## Data for processing
——————————

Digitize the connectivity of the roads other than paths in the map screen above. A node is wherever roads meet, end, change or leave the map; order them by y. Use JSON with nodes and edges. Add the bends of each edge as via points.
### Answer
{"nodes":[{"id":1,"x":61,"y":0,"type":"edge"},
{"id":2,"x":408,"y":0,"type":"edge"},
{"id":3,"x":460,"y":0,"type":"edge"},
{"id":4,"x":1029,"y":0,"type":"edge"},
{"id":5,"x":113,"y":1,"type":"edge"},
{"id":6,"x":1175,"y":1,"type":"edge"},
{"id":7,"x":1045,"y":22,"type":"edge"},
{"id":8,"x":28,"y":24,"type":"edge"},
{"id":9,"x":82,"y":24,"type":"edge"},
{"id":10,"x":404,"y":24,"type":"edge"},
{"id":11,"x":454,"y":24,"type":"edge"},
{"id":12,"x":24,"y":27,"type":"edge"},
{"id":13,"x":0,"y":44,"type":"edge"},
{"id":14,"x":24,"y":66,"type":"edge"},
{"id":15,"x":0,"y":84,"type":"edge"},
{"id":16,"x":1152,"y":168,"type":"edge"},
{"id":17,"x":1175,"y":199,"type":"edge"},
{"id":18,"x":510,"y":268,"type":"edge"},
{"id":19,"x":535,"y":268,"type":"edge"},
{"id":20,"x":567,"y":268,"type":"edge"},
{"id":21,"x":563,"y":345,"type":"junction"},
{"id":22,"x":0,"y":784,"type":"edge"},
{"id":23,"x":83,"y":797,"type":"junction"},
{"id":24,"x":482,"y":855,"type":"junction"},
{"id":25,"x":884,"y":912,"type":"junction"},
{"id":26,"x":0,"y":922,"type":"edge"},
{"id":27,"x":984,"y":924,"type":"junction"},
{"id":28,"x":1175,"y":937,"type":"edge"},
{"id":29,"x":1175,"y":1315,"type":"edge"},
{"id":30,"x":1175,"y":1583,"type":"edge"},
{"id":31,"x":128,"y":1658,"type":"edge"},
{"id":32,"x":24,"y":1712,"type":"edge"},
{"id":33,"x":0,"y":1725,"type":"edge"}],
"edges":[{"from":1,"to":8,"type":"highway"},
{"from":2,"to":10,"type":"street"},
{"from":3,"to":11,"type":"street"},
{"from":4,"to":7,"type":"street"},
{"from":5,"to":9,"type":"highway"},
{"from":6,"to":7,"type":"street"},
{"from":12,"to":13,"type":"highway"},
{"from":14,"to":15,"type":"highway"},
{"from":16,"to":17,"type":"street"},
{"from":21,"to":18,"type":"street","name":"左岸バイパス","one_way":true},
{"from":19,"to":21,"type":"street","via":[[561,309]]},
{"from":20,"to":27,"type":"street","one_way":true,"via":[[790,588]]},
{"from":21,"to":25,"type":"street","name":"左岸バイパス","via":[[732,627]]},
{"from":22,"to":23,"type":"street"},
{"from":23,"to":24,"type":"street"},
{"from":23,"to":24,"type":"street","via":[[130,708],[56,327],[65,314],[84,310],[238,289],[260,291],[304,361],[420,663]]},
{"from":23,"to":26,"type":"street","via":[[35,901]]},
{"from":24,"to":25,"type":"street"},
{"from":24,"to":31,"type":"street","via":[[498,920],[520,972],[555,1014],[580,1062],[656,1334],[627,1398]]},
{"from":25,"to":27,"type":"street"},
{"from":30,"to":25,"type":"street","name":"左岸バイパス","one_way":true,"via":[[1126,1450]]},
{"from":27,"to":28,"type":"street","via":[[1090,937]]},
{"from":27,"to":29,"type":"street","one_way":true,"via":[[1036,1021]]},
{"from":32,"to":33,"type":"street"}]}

——————————

## Required action
Copy all lines of the records in which the string "true" can be found.

## Answer to this problem
{"from":21,"to":18,"type":"street","name":"左岸バイパス","one_way":true},
{"from":20,"to":27,"type":"street","one_way":true,"via":[[790,588]]},
{"from":30,"to":25,"type":"street","name":"左岸バイパス","one_way":true,"via":[[1126,1450]]},
{"from":27,"to":29,"type":"street","one_way":true,"via":[[1036,1021]]},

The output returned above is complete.